Un'altra colpa d'amore: un adulterio incestuoso! Caso purtroppo non raro tra campagnuoli.

Osservando i due amanti, mentre un mezzo cretino, che aveva preso il posto di Marco, si perdeva in un lungo racconto, don Giorgio li giudicava con sicurezza. Sandro gli era sempre parso un buon uomo.

Non poteva che essere acciecato dalla passione, dalla sensualità... Ma la Virginia gli pareva una furba da non affrontarsi direttamente. Nessun mezzo morale poteva avere presa su quell'indole molle, astuta, scivolante. Non sedotta, seduttrice, lei doveva aver trascinato Sandro al tradimento del fratello; appena sposa forse; e senza passione, senza acciecamento; per comandare a due uomini invece che a uno solo; perchè i guadagni di tutti e due mettessero capo nelle sue mani, e lei potesse contentare i suoi vizi capitali di contadina: l'avarizia e la gola. Certo era di quelle egoiste meschine che pensano a farsi la parte più comoda nella vita, a spese di chi le circonda; ma senza violenza, adoperando i vezzi, le moine, le astuzie.

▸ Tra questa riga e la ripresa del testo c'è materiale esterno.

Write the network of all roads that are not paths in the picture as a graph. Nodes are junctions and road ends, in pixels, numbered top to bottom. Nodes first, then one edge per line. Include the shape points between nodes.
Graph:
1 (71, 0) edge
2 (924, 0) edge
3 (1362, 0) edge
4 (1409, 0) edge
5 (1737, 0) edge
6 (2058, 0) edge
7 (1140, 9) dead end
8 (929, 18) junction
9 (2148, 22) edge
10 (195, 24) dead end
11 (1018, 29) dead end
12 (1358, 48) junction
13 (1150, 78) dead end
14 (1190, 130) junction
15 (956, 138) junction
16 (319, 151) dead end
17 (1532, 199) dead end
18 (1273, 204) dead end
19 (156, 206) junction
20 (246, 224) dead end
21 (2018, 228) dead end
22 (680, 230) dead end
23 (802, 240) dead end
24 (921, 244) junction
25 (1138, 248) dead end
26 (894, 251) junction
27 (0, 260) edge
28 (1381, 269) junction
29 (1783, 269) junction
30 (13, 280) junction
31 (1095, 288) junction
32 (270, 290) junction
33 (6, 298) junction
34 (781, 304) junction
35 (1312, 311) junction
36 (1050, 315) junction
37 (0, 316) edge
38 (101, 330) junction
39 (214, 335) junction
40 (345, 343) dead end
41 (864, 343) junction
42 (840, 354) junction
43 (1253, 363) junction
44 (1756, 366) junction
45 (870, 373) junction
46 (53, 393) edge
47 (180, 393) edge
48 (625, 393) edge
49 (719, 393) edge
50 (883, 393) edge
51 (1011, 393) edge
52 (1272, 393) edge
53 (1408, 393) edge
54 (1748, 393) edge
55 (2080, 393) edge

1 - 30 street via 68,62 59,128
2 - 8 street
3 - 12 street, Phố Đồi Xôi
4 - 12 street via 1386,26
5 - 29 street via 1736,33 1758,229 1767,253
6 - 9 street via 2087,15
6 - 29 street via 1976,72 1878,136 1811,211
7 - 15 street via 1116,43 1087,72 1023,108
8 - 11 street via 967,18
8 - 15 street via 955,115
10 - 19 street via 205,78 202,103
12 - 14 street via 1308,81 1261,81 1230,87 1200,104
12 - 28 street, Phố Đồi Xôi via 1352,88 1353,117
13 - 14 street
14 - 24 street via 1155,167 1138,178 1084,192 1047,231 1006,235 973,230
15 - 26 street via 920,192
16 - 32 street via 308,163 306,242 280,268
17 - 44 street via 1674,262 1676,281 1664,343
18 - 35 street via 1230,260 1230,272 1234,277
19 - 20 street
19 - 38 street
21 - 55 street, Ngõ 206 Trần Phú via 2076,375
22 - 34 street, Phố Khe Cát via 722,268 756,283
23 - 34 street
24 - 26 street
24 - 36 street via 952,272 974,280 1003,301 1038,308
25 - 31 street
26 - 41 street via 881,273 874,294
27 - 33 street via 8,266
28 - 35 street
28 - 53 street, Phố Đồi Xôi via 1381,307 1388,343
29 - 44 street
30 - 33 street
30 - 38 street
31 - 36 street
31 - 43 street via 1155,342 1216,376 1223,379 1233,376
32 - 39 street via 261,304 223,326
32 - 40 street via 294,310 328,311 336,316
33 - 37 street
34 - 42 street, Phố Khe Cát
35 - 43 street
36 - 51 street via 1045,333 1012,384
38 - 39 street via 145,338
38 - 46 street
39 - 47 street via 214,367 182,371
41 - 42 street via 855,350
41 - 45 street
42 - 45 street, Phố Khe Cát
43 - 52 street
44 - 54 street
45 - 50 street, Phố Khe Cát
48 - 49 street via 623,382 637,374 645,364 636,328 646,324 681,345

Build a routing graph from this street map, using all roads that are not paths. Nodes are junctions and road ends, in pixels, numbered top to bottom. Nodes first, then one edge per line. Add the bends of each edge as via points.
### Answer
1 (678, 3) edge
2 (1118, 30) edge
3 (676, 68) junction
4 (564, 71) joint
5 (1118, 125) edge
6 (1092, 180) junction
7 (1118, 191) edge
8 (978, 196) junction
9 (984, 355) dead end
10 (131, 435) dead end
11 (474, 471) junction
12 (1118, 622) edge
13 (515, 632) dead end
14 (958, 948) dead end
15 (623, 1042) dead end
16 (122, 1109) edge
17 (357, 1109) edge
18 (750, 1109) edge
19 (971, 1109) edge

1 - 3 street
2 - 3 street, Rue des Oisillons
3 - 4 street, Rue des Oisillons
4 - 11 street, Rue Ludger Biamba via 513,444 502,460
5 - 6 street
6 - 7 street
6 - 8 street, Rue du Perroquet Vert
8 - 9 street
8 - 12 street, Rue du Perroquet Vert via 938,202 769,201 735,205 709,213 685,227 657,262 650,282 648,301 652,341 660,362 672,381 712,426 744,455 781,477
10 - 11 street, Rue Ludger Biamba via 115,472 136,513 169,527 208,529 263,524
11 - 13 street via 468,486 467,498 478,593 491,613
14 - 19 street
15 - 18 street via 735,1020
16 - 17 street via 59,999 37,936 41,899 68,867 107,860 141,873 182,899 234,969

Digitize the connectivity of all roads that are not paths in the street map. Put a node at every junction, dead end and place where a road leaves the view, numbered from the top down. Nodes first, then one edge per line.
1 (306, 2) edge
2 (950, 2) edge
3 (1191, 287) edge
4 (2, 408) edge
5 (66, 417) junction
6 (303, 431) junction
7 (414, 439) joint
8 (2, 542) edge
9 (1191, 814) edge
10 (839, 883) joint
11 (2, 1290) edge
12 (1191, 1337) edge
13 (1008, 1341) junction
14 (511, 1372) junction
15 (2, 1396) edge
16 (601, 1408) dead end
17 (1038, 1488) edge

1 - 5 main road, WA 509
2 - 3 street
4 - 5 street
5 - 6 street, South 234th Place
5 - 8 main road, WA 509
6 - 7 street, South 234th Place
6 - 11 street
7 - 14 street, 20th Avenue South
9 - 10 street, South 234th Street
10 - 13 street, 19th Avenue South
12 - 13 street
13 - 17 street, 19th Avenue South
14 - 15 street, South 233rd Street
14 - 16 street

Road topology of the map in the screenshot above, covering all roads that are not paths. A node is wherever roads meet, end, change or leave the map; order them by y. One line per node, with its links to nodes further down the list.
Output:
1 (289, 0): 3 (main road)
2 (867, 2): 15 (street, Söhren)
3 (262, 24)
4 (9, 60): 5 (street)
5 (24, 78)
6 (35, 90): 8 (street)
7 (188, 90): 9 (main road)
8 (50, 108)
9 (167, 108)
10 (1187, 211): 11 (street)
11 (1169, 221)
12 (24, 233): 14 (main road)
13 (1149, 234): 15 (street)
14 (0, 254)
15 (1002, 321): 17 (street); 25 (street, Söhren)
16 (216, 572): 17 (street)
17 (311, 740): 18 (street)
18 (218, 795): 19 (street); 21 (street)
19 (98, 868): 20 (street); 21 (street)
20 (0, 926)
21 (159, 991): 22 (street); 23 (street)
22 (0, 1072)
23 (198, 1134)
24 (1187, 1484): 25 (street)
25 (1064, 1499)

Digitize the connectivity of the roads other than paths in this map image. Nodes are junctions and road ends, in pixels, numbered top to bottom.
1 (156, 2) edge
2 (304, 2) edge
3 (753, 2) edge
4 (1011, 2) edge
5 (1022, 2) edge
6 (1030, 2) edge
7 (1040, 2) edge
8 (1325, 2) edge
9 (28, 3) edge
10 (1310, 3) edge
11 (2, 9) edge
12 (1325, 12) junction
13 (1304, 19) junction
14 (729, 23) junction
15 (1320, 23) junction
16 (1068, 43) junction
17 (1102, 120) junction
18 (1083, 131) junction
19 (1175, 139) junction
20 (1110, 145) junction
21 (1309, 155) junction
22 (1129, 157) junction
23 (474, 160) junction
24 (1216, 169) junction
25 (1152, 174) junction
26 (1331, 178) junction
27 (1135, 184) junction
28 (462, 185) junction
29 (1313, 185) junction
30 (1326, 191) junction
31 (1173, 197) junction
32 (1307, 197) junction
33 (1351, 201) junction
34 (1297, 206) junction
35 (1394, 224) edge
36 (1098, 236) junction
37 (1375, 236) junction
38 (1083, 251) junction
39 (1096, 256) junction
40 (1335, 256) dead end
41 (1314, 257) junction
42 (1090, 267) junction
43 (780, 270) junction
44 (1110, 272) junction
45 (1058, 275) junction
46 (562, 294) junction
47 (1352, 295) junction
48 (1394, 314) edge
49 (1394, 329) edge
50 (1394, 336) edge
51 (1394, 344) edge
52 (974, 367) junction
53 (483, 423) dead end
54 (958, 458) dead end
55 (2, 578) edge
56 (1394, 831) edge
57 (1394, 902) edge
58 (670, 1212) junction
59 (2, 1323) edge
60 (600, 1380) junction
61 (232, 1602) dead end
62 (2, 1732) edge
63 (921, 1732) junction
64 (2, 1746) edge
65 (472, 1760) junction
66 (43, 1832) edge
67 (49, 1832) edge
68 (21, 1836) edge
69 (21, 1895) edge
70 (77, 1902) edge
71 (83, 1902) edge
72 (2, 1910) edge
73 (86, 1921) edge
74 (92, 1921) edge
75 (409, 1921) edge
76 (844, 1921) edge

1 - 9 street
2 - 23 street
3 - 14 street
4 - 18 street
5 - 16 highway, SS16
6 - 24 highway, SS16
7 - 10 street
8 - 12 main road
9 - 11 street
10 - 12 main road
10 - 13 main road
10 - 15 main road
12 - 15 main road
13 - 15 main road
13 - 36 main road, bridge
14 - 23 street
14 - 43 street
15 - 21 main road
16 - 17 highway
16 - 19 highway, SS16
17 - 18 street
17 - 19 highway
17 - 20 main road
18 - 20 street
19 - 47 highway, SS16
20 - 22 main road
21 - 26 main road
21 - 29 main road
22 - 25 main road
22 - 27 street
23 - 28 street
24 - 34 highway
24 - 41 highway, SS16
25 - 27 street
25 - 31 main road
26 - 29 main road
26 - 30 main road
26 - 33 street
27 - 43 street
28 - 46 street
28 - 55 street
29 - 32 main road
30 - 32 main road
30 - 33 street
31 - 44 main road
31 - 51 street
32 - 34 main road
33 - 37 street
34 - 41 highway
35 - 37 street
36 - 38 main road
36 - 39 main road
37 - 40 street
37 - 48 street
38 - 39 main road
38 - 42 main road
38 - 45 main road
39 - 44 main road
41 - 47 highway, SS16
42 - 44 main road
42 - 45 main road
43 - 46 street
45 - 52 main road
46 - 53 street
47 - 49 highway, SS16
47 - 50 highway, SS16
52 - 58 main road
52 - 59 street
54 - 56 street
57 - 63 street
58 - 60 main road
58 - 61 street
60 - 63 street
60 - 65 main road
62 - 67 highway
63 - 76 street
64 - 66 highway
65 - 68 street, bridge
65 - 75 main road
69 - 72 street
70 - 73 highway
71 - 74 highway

Non vi poteva essere che un mezzo per farla retrocedere nel suo cammino: la forza. Bisognava schiacciarla.

Ma come?... Avvertire Pietro? Quel toro in furore l'avrebbe stritolata!... A meno che lei non trovasse il modo di calmarlo, protestandosi innocente, accusando magari il suo complice per salvare se stessa. Allora il solo Sandro sarebbe andato di mezzo; e Maria avrebbe pianto tutte le sue lagrime. Bisognava scegliere un'altra via. Commuovere Sandro sullo stato della sua povera moglie: toccargli il cuore. Non era un'indole recalcitrante, tutt'altro. Ma vicino alla Virginia sarebbe ricaduto e come! Bisognava allontanarlo dunque.

Contento in fondo di questa nuova preoccupazione, che lo sottraeva per qualche istante almeno all'incubo tormentoso della propria passione, don Giorgio tornò a volgere lo sguardo sui contadini che ancora aspettavano. Erano due: un giovinetto che faceva il galante con tutte le ragazze del circondario, e Sandro Rampoldi.

Sandro si era tenuto per ultimo. Segno di ripugnanza. E la sua bella faccia abbronzata, dai lineamenti severi e composti, rivelava una vaga inquietudine: segno che la battaglia interna era fiera.

Queste sommarie osservazioni bastarono al confessore per giudicare che, senza la suggestione dell'abitudine, senza il timore dello scandalo, quell'uomo—che era sempre stato religioso—sarebbe fuggito di chiesa, o non vi sarebbe neppure entrato.

Ben presto, anche il bel conquistatore se ne andò assolto.

Serio e imponente nel suo portamento d'antico soldato, pur non riuscendo a vincere un leggero tremito di tutte le membra, il cavallante di Val Mis'cia andò a inginocchiarsi ai piedi del confessore.